A creditors’ voluntary liquidation (“CVL”) occurs when the shareholders, usually at the directors’ request, decide to put a company into liquidation because it is insolvent. Either the company cannot pay its debts as they fall due or it has more liabilities than assets.

The purpose of the CVL is to appoint an insolvency practitioner who has a duty to collect the company’s assets and distribute them to its creditors in accordance with the law. That person is the liquidator.

What involvement do creditors’ have in putting a company into CVL?
A meeting of creditors must be convened at a venue convenient for the majority of creditors, which will also be advertised publicly.

One or more of the directors will sign a Statement of Affairs (“SofA”), which summarises the assets and liabilities (including details of creditors’ claims). A summary of the SofA will be made available to the creditors meeting. The insolvency practitioner whom the shareholders nominated as liquidator will assist the chairman of the meeting, who must be a director. A report of the company’s history up to liquidation will be presented, giving an explanation of the reasons for the insolvency, and creditors will be invited to question the director.

The creditors’ then vote to appoint a liquidator. The votes are based on the values of creditors’ claims.

Should the creditors’ choice of liquidator be different from that of the shareholders, the creditors’ choice prevails.

What are the powers of a liquidator?
A liquidator’s powers are wide and include powers to sell the company’s assets, to bring and defend legal proceedings and to pay dividends to the company’s creditors’.

Does the liquidator pay unsecured creditors’ the money owed to them?
Secured and preferential creditors’ are paid before unsecured creditors’. Secured creditors’ are those that have some form of security over a company’s property (for instance a bank with a fixed and floating charge debenture). Secured creditors’ are entitled to be repaid their debt out of the proceeds of sale of the secured assets in priority to unsecured creditors’.

Preferential creditors’ are a special category of unsecured creditor. They include certain debts due to employees and the Redundancy Payments Service and are paid in priority to all other unsecured creditors’.

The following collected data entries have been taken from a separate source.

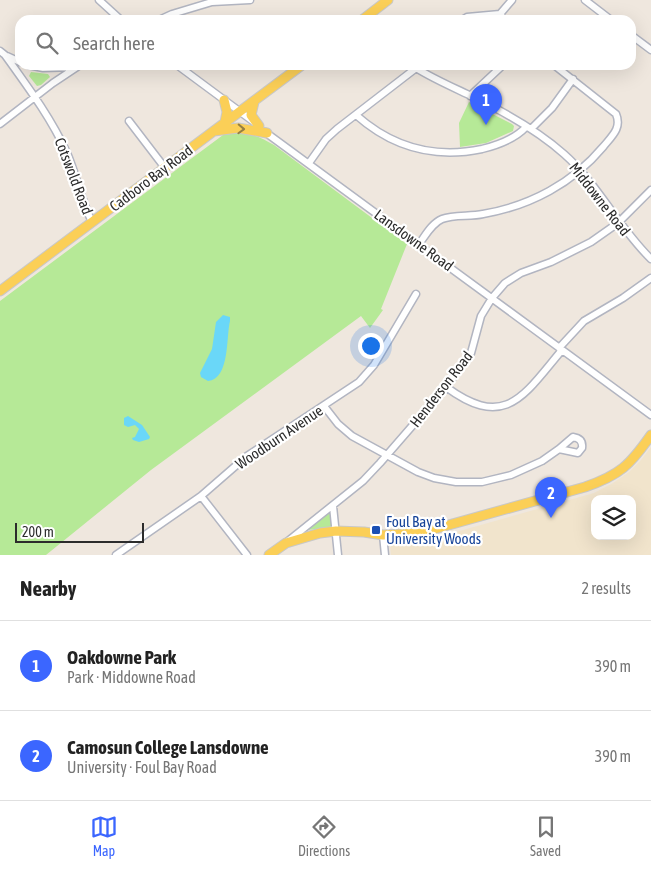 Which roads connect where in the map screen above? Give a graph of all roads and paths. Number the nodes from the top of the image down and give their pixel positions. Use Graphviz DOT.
graph roads {
  1 [pos="99,0"];
  2 [pos="250,0"];
  3 [pos="388,0"];
  4 [pos="512,0"];
  5 [pos="585,0"];
  6 [pos="500,14"];
  7 [pos="115,15"];
  8 [pos="170,15"];
  9 [pos="368,15"];
  10 [pos="492,15"];
  11 [pos="604,15"];
  12 [pos="636,39"];
  13 [pos="651,50"];
  14 [pos="3,53"];
  15 [pos="15,59"];
  16 [pos="15,69"];
  17 [pos="15,70"];
  18 [pos="73,70"];
  19 [pos="184,70"];
  20 [pos="296,70"];
  21 [pos="413,70"];
  22 [pos="425,70"];
  23 [pos="498,70"];
  24 [pos="561,70"];
  25 [pos="573,79"];
  26 [pos="470,96"];
  27 [pos="36,98"];
  28 [pos="224,100"];
  29 [pos="254,102"];
  30 [pos="240,111"];
  31 [pos="356,115"];
  32 [pos="129,121"];
  33 [pos="225,122"];
  34 [pos="0,124"];
  35 [pos="259,126"];
  36 [pos="528,128"];
  37 [pos="214,131"];
  38 [pos="267,133"];
  39 [pos="309,163"];
  40 [pos="165,168"];
  41 [pos="580,170"];
  42 [pos="651,190"];
  43 [pos="92,222"];
  44 [pos="618,223"];
  45 [pos="419,244"];
  46 [pos="651,259"];
  47 [pos="651,278"];
  48 [pos="0,291"];
  49 [pos="416,294"];
  50 [pos="492,298"];
  51 [pos="561,349"];
  52 [pos="446,387"];
  53 [pos="324,406"];
  54 [pos="651,415"];
  55 [pos="651,435"];
  56 [pos="559,449"];
  57 [pos="387,455"];
  58 [pos="201,496"];
  59 [pos="333,506"];
  60 [pos="336,530"];
  61 [pos="383,535"];
  62 [pos="286,543"];
  63 [pos="116,555"];
  64 [pos="246,555"];
  65 [pos="269,555"];
  66 [pos="338,555"];
  67 [pos="385,555"];
  1 -- 7 [label="street"];
  2 -- 8 [label="street"];
  3 -- 9 [label="main road"];
  4 -- 6 [label="street"];
  5 -- 11 [label="street"];
  6 -- 10 [label="street"];
  12 -- 13 [label="street"];
  14 -- 15 [label="street, Cotswold Road"];
  14 -- 16 [label="street, Cotswold Road"];
  17 -- 27 [label="street, Cotswold Road"];
  18 -- 27 [label="street"];
  19 -- 28 [label="street, Lansdowne Road"];
  20 -- 29 [label="main road, Cadboro Bay Road"];
  21 -- 31 [label="street"];
  22 -- 26 [label="street, Middowne Road"];
  23 -- 26 [label="street"];
  24 -- 25 [label="street"];
  25 -- 36 [label="street"];
  25 -- 41 [label="street"];
  26 -- 36 [label="street, Middowne Road"];
  27 -- 34 [label="street"];
  27 -- 43 [label="street, Cotswold Road"];
  28 -- 30 [label="street, Lansdowne Road"];
  28 -- 33 [label="main road"];
  29 -- 30 [label="main road, Cadboro Bay Road"];
  29 -- 35 [label="main road"];
  30 -- 33 [label="main road, Cadboro Bay Road"];
  30 -- 35 [label="street, Lansdowne Road"];
  31 -- 36 [label="street"];
  31 -- 39 [label="street"];
  32 -- 40 [label="street"];
  33 -- 37 [label="main road, Cadboro Bay Road"];
  35 -- 38 [label="street, Lansdowne Road"];
  36 -- 41 [label="street, Middowne Road"];
  37 -- 38 [label="main road, one-way"];
  37 -- 40 [label="main road, Cadboro Bay Road"];
  38 -- 39 [label="street, Lansdowne Road"];
  39 -- 45 [label="street, Lansdowne Road"];
  40 -- 43 [label="main road, Cadboro Bay Road"];
  41 -- 44 [label="street, Middowne Road"];
  41 -- 45 [label="street"];
  42 -- 44 [label="street, Henderson Road"];
  43 -- 48 [label="main road, Cadboro Bay Road"];
  44 -- 46 [label="street, Middowne Road"];
  44 -- 50 [label="street, Henderson Road"];
  45 -- 50 [label="street, Lansdowne Road"];
  47 -- 51 [label="street"];
  49 -- 53 [label="street, Woodburn Avenue"];
  50 -- 51 [label="street, Lansdowne Road"];
  50 -- 52 [label="street, Henderson Road"];
  51 -- 52 [label="street"];
  51 -- 54 [label="street, Lansdowne Road"];
  52 -- 57 [label="street, Henderson Road"];
  53 -- 57 [label="street"];
  53 -- 58 [label="street, Woodburn Avenue"];
  55 -- 61 [label="main road"];
  56 -- 57 [label="street"];
  57 -- 59 [label="street, Henderson Road"];
  58 -- 63 [label="street, Woodburn Avenue"];
  58 -- 64 [label="street"];
  59 -- 60 [label="street"];
  59 -- 62 [label="street, Henderson Road"];
  60 -- 61 [label="main road"];
  60 -- 62 [label="main road"];
  60 -- 66 [label="street"];
  61 -- 67 [label="street"];
  62 -- 65 [label="main road, Henderson Road"];
}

The liquidator will pay a dividend to unsecured creditors’ if enough funds have been realised from the company’s assets after paying costs, secured and preferential creditors’.

When all the claims have been agreed a dividend representing a percentage of each creditor’s total admitted claim will be paid, based on the funds available.

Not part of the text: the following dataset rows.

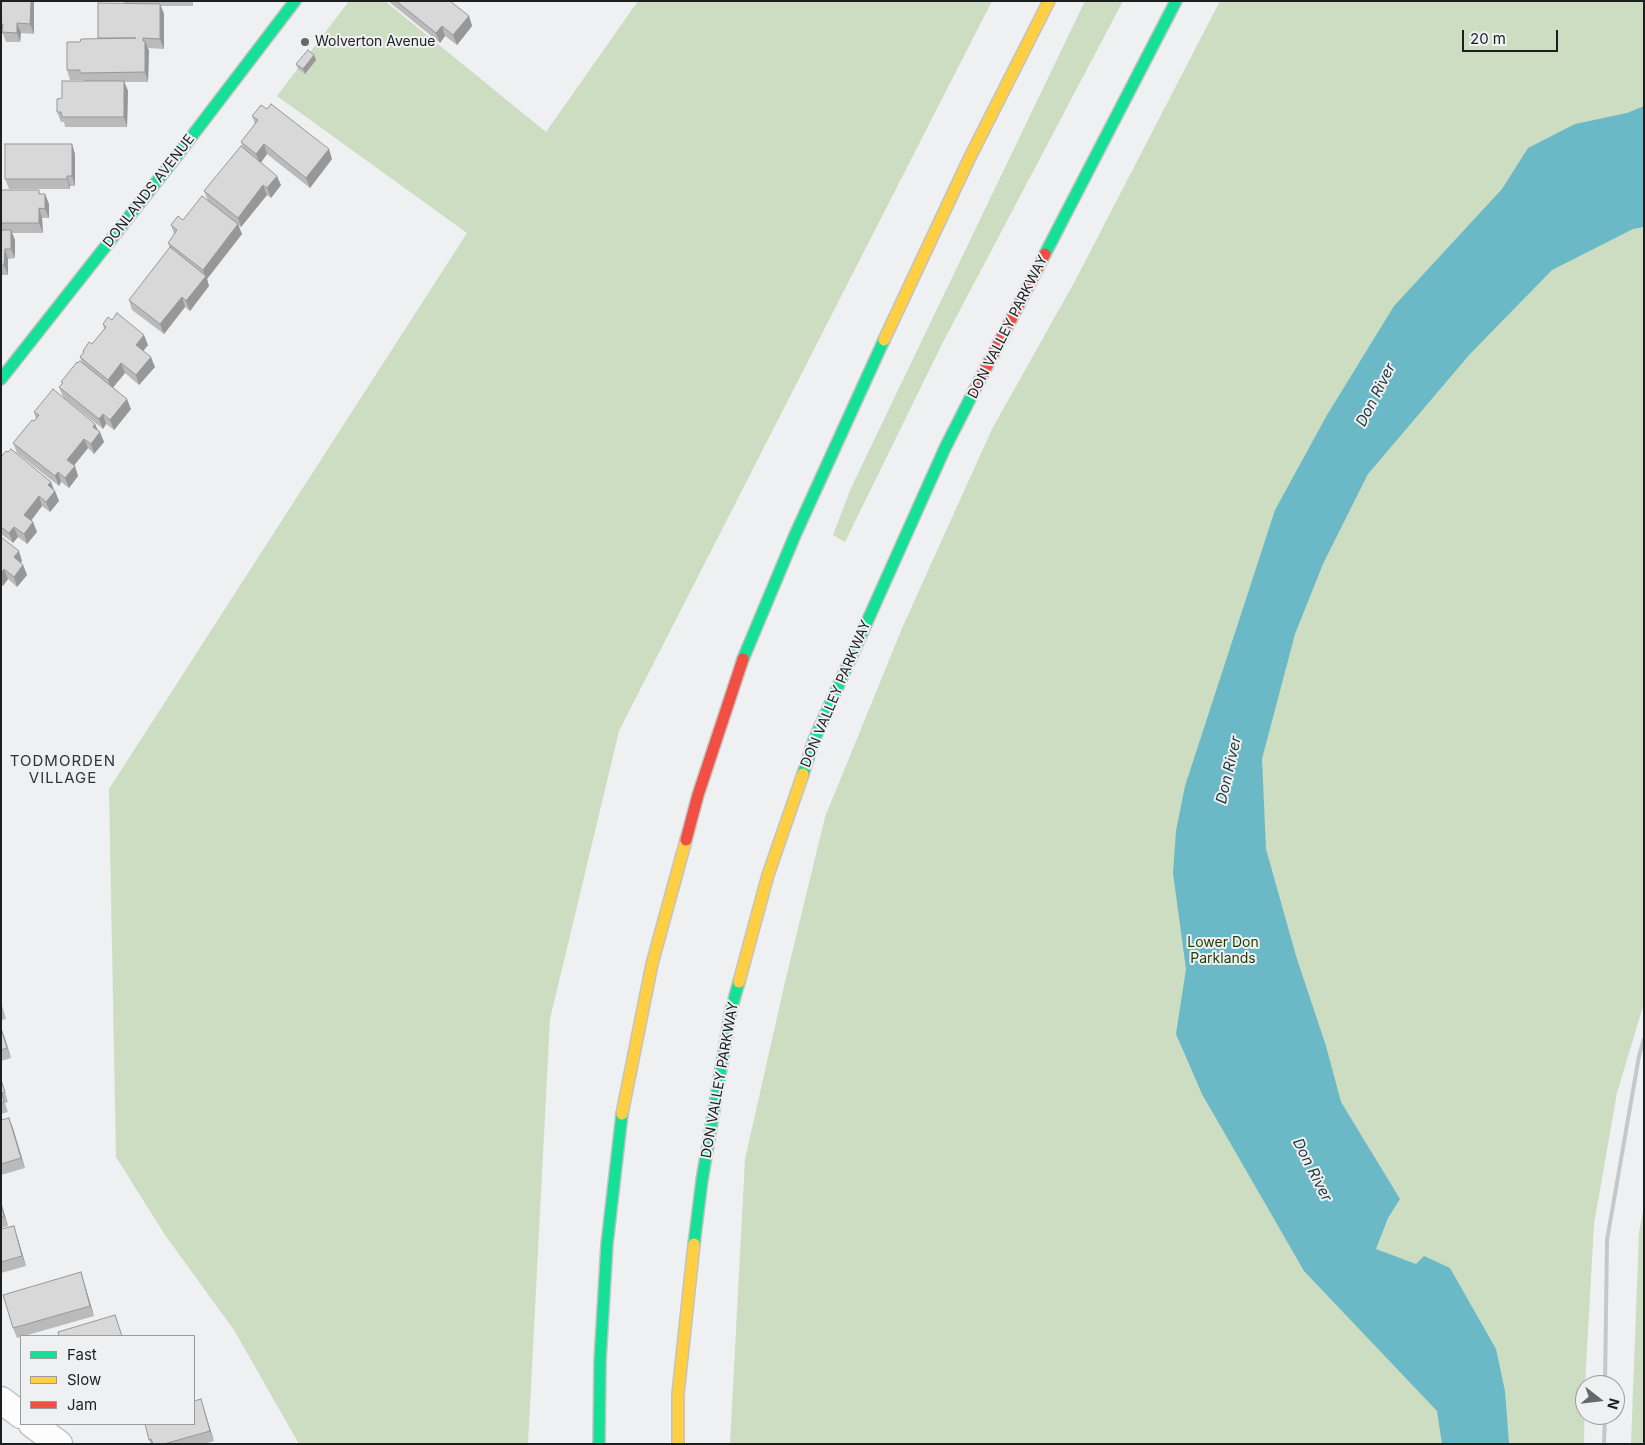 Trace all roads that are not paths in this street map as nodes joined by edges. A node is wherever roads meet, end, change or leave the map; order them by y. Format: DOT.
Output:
graph roads {
  1 [pos="296,1"];
  2 [pos="1049,1"];
  3 [pos="1176,1"];
  4 [pos="2,378"];
  5 [pos="1,1400"];
  6 [pos="20,1414"];
  7 [pos="33,1425"];
  8 [pos="59,1444"];
  9 [pos="599,1444"];
  10 [pos="678,1444"];
  1 -- 4 [label="main road, DONLANDS AVENUE"];
  2 -- 9 [label="main road"];
  3 -- 10 [label="main road, DON VALLEY PARKWAY"];
  5 -- 6 [label="street"];
  7 -- 8 [label="street"];
}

When is the liquidation complete?
The liquidation is complete when all the assets have been realised, all creditors’ claims have been adjudicated (where there are sufficient funds) and net realisations after expenses of the liquidation have been distributed to the creditors’.

To conclude the liquidation, the liquidator will call final meetings of creditors’ and shareholders and present a final receipts and payments account, together with a report showing how the liquidation has been conducted.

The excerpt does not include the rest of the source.